We recently met with one of our clients, a general practitioner, who was in the process of taking on an associate. His past experience with governance matters, especially around the fair and equitable splitting of costs, led him to us. He knew that before going forward he had to formalize the business relationship through a written agreement.

There are many business structures available for medical professionals, including unincorporated, incorporated and partnership structures. We determined that the best fit for our client's particular circumstances was an unincorporated one known as a Cost Sharing Agreement (CSA).

A typical CSA can be quite complex but will have four major components, covering: the governance of the arrangement, the business relationship of the parties, the allocation of practice costs to each practitioner or their medical professional corporation as the case may be, and the withdrawal, retirement or death of a practitioner.

To help you determine the best structural fit for your situation, here are some of the advantages and disadvantages of a CSA.

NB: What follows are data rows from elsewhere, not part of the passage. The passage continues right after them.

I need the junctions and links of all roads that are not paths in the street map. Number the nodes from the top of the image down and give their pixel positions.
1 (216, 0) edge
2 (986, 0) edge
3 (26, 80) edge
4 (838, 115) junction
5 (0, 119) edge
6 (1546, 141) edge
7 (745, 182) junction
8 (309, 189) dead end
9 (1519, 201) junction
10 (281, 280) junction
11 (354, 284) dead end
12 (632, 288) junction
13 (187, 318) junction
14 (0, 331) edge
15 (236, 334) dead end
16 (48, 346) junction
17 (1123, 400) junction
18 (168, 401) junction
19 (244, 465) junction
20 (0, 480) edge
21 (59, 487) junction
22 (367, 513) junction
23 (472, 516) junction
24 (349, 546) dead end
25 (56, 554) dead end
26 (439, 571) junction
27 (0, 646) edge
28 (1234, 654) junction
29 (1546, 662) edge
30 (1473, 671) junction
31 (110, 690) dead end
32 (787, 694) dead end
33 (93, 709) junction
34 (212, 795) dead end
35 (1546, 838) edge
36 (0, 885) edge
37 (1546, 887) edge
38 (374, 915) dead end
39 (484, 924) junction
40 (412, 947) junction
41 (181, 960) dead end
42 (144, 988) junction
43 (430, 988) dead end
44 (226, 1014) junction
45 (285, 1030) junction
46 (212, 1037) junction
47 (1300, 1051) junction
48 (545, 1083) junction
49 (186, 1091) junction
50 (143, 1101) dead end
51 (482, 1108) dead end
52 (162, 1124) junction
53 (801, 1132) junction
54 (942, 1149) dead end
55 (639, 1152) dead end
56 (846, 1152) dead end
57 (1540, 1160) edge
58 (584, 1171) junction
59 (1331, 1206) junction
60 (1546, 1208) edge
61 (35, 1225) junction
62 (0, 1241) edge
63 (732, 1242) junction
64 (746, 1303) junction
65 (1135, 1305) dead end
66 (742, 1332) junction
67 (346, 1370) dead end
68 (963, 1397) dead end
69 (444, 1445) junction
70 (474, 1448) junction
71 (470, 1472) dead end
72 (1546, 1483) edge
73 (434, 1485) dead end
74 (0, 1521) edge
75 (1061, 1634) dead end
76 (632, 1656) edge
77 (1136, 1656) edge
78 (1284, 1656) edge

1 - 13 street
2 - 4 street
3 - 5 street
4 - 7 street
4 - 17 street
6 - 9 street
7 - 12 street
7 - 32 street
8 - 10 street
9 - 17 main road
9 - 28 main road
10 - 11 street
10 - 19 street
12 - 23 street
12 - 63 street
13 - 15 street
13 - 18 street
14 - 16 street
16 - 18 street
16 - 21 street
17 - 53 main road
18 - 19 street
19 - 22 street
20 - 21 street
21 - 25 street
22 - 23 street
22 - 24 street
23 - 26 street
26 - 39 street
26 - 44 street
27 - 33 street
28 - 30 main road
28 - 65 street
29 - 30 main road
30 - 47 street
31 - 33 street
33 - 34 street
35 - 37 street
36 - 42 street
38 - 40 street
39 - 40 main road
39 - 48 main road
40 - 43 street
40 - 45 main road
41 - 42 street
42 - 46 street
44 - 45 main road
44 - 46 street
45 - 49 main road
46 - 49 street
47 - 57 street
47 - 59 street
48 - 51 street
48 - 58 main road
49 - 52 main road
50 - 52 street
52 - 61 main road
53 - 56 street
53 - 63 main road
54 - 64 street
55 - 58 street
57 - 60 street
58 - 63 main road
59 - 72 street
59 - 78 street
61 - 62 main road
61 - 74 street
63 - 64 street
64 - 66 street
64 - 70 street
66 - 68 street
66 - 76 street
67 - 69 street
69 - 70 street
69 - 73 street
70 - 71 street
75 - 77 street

  • Each participant in the CSA may have his or her own incorporated practice. As long as the CSA is not construed to be a partnership, this should entitle them to the small business deduction (SBD), which results in a tax rate in Ontario of just 15.5% on the first $500,000 of taxable income. In a partnership structure, on the other hand, the $500,000 SBD must be shared amongst the partners.
  • Each practitioner can maintain control of his or her own medical practice and, at the same time, benefit from the sharing of common expenses with the other practitioner.
  • Each practitioner owns his or her own medical equipment and therefore can maintain separate tax accounts for it, as well as make discretionary deductions, such as tax depreciation.
  • Given the agency relationship between the practitioners under a CSA, the sharing of expenses is not considered to be a reimbursement of expenses by one party to another. This means those expenses are not subject to HST, as they might be under a structure where reimbursement could be considered a re-supply of the goods or services.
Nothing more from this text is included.